# Modeling

We're going to use SciKit-Learn to generate some models that will (hopefully) help us make predictions about crime in Denver.

## SciKit-Learn and linear regression
SciKit-Learn is one of the most popular machine learning libraries about there. It allows us to create models very easily! Let's use it to create a simple [linear regression model](https://scikit-learn.org/stable/modules/linear_model.html#ordinary-least-squares). If you're unfamiliar with linear regression, the idea is to essentially draw a line of best fit through the data.
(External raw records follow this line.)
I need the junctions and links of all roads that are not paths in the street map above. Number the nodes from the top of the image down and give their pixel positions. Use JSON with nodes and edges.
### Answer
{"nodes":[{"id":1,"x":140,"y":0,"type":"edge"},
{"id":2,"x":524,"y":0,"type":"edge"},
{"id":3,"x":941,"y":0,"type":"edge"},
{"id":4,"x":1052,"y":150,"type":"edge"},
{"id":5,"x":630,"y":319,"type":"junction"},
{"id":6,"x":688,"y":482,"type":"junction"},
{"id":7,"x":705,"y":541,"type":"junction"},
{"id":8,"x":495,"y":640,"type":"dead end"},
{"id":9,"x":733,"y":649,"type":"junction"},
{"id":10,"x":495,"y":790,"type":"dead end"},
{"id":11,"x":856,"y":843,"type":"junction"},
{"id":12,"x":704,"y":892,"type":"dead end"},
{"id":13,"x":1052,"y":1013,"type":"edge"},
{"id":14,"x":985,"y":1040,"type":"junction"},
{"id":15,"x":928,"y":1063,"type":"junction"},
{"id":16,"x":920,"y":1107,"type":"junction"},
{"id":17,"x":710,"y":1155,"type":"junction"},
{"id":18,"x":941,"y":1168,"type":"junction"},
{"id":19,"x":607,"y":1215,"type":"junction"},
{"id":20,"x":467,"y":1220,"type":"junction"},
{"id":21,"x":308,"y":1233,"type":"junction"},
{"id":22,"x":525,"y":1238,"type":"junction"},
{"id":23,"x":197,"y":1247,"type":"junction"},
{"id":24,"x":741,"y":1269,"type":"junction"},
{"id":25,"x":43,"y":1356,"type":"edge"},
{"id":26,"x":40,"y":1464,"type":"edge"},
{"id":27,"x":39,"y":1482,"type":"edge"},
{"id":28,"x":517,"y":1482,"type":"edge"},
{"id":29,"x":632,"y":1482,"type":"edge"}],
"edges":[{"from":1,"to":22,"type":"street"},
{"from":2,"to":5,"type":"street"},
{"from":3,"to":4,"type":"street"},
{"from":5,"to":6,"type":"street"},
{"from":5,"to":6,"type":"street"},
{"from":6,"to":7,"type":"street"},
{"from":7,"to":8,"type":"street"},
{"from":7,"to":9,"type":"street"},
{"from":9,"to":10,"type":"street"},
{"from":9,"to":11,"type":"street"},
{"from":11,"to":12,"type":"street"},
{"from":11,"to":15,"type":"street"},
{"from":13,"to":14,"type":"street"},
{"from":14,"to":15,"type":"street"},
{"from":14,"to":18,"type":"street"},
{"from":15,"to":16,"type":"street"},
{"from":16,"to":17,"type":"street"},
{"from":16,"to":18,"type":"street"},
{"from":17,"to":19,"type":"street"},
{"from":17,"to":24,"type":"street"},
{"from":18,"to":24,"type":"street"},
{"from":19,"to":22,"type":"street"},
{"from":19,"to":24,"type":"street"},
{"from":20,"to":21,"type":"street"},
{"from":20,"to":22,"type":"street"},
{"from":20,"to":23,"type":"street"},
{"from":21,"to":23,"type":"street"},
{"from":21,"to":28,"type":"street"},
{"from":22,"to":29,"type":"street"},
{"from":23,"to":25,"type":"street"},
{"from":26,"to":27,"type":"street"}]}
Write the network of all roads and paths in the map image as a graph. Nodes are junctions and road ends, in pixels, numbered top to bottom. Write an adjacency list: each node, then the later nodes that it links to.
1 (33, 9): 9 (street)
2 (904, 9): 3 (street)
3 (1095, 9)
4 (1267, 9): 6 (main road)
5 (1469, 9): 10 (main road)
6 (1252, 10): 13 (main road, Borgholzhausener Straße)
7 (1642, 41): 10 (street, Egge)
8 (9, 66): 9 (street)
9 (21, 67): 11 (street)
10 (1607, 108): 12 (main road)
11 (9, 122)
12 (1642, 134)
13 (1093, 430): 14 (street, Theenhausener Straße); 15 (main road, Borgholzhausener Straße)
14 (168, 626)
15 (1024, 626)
The way we do this is by 'fitting' a line based on a set of input data, `X`, and a response variable, `y`. If we're trying to predict crime occurrences, `y` should be the count of occurrences of a specific type of crime in a specific neighborhood. `X` should be the set of predictor features that we are going to use to predict `y`. Feature engineering is the process of creating `X` and `y` from the raw data. We implemented the feature engineering functionality in `denvercrime/src/features/make_features.py`. 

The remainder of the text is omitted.